Face mask floating in water

Council using recycled ocean plastic and face masks for litter collection

Forest of Dean District Council has announced that it is looking to utilise recycled NHS face masks and ocean plastic to make kit that can be used to collect litter.

The Community Builders’ Fund is funding the new equipment, with the council hoping to use the initiative to put the environment first in the future, whilst also increasing the awareness of a need to bring used items back into circulation.

Councillor Paul Hiett, Cabinet Member for Communities and Climate Emergency, said:

“Our environment is in crisis and as a society we need to step up our efforts to protect our plant and find ways that support a cleaner, greener future where people and wildlife can co-exist safely.

“It’s believed that each year eight million tonnes of plastic waste will enter our oceans. These plastics can entangle marine animals or be mistaken for food, both with devastating consequences. Over time plastics will also start to break down into much smaller micro plastics, invading fragile ecosystems, and even entering our own food chain. While pollution is a massive problem, we hope by supporting a process that enables more items to be rescued, recycled and ultimately reused, we’re making a positive contribution towards protecting nature and making a truly circular economy a reality.”

The materials will form the plastic components on litter grabbers, with the 100% recycled polypropylene being made in the UK and sourced either from the NHS or recovered ocean plastics. The hoops on the litter pickers, the part that is used to keep litter bags open, will also be made from fishing equipment and nets that have been recovered from the sea.
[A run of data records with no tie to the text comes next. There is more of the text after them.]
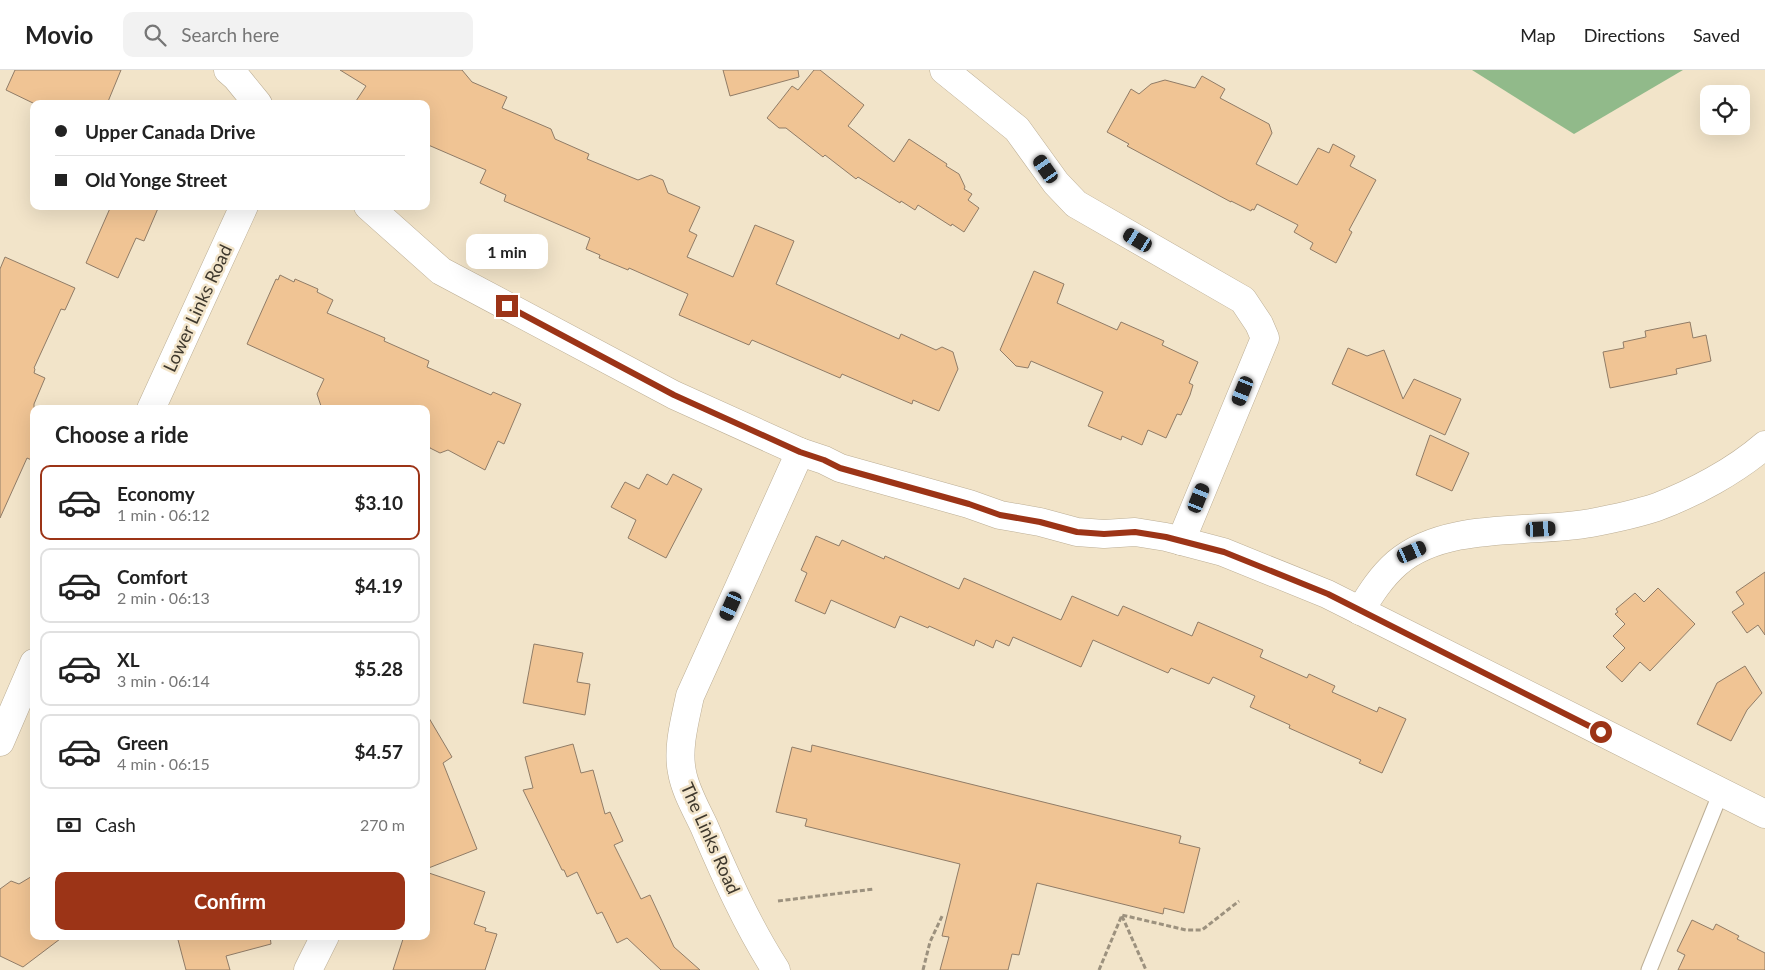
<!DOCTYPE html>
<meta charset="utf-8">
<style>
:root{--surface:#fff;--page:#f2f2f2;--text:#222;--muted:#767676;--line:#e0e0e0;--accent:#9c3417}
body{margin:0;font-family:Lato,sans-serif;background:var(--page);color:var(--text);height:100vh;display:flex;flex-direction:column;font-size:19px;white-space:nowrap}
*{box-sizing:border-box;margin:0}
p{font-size:16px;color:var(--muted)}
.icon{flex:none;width:28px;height:28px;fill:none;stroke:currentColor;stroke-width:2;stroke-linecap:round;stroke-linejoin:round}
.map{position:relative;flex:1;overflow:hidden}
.details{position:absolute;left:30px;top:335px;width:400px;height:535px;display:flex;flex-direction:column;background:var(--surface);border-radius:10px;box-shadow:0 5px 20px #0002}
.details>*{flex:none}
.hud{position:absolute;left:30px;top:30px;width:400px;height:110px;border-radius:10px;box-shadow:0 5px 20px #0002;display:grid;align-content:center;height:110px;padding:0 25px;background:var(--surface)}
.tools{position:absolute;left:1700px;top:15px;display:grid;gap:10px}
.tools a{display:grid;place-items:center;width:50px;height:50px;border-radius:10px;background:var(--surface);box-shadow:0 5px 20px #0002;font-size:25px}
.end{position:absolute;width:22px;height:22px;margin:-11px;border:6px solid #9c3417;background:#fff;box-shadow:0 0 0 2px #fff}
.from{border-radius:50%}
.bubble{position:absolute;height:35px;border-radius:10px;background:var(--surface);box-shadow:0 5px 20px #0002;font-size:16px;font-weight:700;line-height:35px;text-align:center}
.car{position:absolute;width:15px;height:30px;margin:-15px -8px;border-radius:6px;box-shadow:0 0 4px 1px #0007;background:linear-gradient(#222 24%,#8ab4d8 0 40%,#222 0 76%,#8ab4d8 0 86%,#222 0)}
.hud b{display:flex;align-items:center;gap:18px;height:48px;font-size:19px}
.hud b+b{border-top:1px solid var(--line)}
.hud i{width:12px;height:12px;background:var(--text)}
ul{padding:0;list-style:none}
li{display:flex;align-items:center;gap:15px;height:75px;margin:0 10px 8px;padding:0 15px;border:2px solid var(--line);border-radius:10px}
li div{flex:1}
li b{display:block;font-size:19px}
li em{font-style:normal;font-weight:700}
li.selected{border-color:var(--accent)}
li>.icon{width:45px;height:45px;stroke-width:1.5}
h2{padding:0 25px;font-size:22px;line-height:60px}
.pay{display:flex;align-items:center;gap:12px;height:55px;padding:0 25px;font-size:19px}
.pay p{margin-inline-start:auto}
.button{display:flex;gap:10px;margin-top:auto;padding:10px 25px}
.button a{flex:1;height:58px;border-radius:10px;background:var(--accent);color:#fff;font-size:20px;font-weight:700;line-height:58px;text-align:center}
header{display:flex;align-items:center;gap:30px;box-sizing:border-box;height:70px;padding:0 25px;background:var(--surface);border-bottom:1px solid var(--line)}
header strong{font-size:24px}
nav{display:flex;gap:28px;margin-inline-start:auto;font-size:18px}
.search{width:350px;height:45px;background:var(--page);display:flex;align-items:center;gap:12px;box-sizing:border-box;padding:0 18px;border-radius:10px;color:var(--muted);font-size:19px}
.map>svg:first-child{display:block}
.forest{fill:#91ba8a}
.building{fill:#f0c494;stroke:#907c67}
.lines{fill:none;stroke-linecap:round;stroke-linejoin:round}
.service-casing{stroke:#bcae95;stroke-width:17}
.minor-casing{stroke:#bcae95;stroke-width:29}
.tertiary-casing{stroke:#bcae95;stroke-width:29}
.path{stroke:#9c917e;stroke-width:3;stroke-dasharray:5 2.5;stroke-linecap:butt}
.service{stroke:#fff;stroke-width:15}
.minor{stroke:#fff;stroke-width:28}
.tertiary{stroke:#fff;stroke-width:28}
.route{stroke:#9c3417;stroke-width:6}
.labels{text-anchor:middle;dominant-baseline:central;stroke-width:5;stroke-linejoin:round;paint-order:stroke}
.street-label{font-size:18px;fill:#3e382d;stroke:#f2e4c9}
</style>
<header>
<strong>Movio</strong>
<div class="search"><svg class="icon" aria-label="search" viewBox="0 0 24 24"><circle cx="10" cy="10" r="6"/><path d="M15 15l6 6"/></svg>Search here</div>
<nav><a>Map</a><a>Directions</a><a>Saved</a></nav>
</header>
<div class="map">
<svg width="1765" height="900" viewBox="0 0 1765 900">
<rect width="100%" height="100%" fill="#f2e4c9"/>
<path class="forest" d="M1472,0H1683L1574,64Z"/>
<g class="building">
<path d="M15,0H121L107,34H35L6,20Z"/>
<path d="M340,0H462L472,12L507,27L502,38L551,59L555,69L589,84L587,89L638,110L651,105L663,110L668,123L700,137L689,161L697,165L687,187L733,207L755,155L794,171L776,214L899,269L901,264L936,280L942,277L953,282L958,299L939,341L913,330L912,334L842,304L840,308L752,270L749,275L679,245L688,224L629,198L628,200L599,188L600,185L586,179L590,168L504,131L506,125L480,113L486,100L426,74V34H354L366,16Z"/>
<path d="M723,0H798L799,7L730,26Z"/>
<path d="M814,0H820L864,35L848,56L894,92L909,69L947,94L946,96L959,104L965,117L964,119L972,124L968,130L979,138L964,162L952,154L951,156L918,135L915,140L901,131L900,133L858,107L856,109L825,85L823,87L786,58H779L767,48L792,16L798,20Z"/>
<path d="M1202,6L1225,19L1220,28L1269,54L1272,63L1256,94L1297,115L1318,78L1329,83L1333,74L1355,86L1350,96L1376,110L1349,160L1352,162L1336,193L1310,179L1313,173L1294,162L1298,155L1257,134L1254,140L1252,139L1251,141L1231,131V132L1127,76L1129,74L1107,62L1131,19L1139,24L1151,14L1165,10L1195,18Z"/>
<path d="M111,136H159L144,171L136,168L118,208L86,193Z"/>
<path d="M5,187L75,218L65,240L61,239L34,298L35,299L34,303L45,308L34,334V391L27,388L0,448V199Z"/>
<path d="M1034,201L1064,214L1057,233L1117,260L1121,252L1164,271L1162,275L1198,292L1189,313L1193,315L1190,325L1181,345L1177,344L1166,368L1148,360L1142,375L1122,366L1121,370L1088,356L1103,322L1031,291L1028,298L1016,296L1000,280Z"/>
<path d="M280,205L294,212L295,209L318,219L317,222L333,230L327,243L385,268L384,271L429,291L427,297L491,325L493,322L521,334L504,374L498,371L485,400L448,380L440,383L430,378L426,368V339H328L321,336L317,324L324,309L247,274L276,209L278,210Z"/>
<path d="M1690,252L1693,268L1706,265L1711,291L1676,299L1677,304L1610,318L1603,282L1624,278L1623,272L1646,267L1645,261Z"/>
<path d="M1348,278L1367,286L1384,280L1403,329L1414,309L1461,329L1445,365L1332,314Z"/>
<path d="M1430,365L1469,383L1452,421L1416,405Z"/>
<path d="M647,404L667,415L673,404L702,419L666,488L628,468L636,450L611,437L625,412L639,419Z"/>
<path d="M816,466L839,476L842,470L884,489L885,486L959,519L964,508L1061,550L1072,526L1118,546L1123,536L1192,566L1198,552L1263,580L1260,587L1307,608L1309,604L1335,616L1332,622L1377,642L1379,637L1406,649L1382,703L1359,693L1361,690L1289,658L1290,655L1250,637L1255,626L1213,607L1209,614L1171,598L1168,603L1093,570L1081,597L1013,567L1009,576L996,570L993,578L976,570L974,576L929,556L928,558L900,546L895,558L831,530L825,544L795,531L807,503L801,500Z"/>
<path d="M1765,502V565L1758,555L1747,563L1732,542L1744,534L1736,522Z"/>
<path d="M1658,518L1695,554L1650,601L1640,592L1622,612L1606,597L1625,578L1613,566L1625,554L1615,544L1618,542L1616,539L1635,523L1644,532Z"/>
<path d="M534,574L583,583L577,612L590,614L585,645L523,633Z"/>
<path d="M1745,596L1762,623L1747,640L1731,671L1697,654L1717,613Z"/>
<path d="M426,643L452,687L443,693L477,779L426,799Z"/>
<path d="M573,674L581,703L593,700L605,744L610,742L623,771L614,775L641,829L650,825L674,877L700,900H661L627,868L617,873L602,842L597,844L577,802L567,807L564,800H562L523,720L533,718L525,687Z"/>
<path d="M812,675L1181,766L1179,773L1200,778L1184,843L1164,838L1163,844L1037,813L1019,885L1012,884L1008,900H940L949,867L942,866L960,794L805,756L807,749L776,742L792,677L811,682Z"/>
<path d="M426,802L485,822L474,854L486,858L485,861L497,864L485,900H393L404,866H426Z"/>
<path d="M34,805V866H64L23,897L0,886V819L11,811L19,814Z"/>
<path d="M1692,850L1713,860L1716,854L1739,866L1737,869L1765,883V900H1678L1685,885L1677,881Z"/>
<path d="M177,866H270L271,874L226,886L230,900H186Z"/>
</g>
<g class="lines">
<g class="service-casing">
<path id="service" d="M1649,900L1721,722"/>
</g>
<g class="minor-casing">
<g id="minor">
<path d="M944,0L1017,59L1056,113L1076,134L1243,230L1259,254L1265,268L1181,471"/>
<path d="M151,339L244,136"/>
<path d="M1360,541C1371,523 1381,507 1397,493C1446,451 1531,464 1591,453C1612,449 1636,444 1657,437C1694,423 1735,401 1765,375"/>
<path d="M0,672L34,593"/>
<path d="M308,900L325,866"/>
<path d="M776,900C747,855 725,805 704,756C696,739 685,720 682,702C677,678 685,650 690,626L800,382"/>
</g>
</g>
<g class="tertiary-casing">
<g id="tertiary">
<path d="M228,0L236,7L258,34"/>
<path d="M368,136L441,201L674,325L800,382L824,390L840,398L969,434L1000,445L1040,452L1077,462L1104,464L1135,462L1166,467L1223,482L1327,524L1765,744"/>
</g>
</g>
<g class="path">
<path d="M778,831L874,819"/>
<path d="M1122,846L1146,900"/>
<path d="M923,900L930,872L943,844"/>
<path d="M1099,900L1122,845L1186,860H1202L1239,831"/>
</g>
<use href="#service" class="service"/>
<use href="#minor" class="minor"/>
<use href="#tertiary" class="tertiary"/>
</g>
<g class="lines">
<path class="route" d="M507,236L674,325L800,382L824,390L840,398L969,434L1000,445L1040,452L1077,462L1104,464L1135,462L1166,467L1224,482L1328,524L1601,662"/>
</g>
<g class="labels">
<g class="street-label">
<text transform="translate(197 238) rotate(-65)">Lower Links Road</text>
<text transform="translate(711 768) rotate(66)">The Links Road</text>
</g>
</g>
</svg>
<div class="tools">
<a><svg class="icon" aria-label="locate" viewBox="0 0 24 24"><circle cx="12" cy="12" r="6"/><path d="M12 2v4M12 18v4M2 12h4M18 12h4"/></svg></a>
</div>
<i class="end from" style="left:1601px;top:662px"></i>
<i class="end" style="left:507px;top:236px"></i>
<div class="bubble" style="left:466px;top:164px;width:82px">1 min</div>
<i class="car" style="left:1046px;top:99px;rotate:325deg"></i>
<i class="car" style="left:1138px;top:170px;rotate:301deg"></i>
<i class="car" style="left:1243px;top:321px;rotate:202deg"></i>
<i class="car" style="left:1199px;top:428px;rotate:22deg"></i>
<i class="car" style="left:1541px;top:459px;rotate:87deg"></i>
<i class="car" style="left:1412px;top:482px;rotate:66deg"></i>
<i class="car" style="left:731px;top:536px;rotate:204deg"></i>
<div class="hud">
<b><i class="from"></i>Upper Canada Drive</b>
<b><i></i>Old Yonge Street</b>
</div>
<section class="details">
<h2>Choose a ride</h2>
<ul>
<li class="selected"><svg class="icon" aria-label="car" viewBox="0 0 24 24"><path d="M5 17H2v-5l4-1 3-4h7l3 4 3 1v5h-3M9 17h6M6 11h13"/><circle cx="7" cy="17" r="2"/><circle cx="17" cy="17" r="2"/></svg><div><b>Economy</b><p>1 min · 06:12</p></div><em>$3.10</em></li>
<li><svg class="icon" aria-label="car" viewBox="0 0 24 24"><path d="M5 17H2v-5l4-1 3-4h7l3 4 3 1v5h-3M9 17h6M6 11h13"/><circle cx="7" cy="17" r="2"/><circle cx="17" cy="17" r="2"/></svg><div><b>Comfort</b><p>2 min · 06:13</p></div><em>$4.19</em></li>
<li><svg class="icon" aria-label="car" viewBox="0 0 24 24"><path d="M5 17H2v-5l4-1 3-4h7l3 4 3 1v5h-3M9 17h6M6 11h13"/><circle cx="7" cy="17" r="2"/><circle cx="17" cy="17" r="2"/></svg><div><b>XL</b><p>3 min · 06:14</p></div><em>$5.28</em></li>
<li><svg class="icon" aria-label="car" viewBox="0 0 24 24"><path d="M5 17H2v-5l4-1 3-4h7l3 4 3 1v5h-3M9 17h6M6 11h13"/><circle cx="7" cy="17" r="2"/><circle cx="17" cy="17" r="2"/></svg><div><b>Green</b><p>4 min · 06:15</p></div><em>$4.57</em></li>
</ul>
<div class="pay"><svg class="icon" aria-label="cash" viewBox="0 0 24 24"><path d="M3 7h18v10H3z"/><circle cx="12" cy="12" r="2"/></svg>Cash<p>270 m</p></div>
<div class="button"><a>Confirm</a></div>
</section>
</div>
Community Safety Lead at Forest of Dean District Council, Damion Collins, added:

“At the height of the pandemic, around 58 million single-use face masks were being used every day in the UK, making them one of the most common forms of plastic pollution on land. Over time litter can migrate to the oceans and estimates put a figure of 1.5 million face masks now present in our seas.

“Investing in the litter pickers not only makes sense in terms of bringing more throwaway items back into use but the fact they’ve been made from face masks and ocean plastic is a fantastic way to start a conversation with the young people we talk to about litter, spark their curiosity, and show them the possibilities of what can be achieved if they recycle.”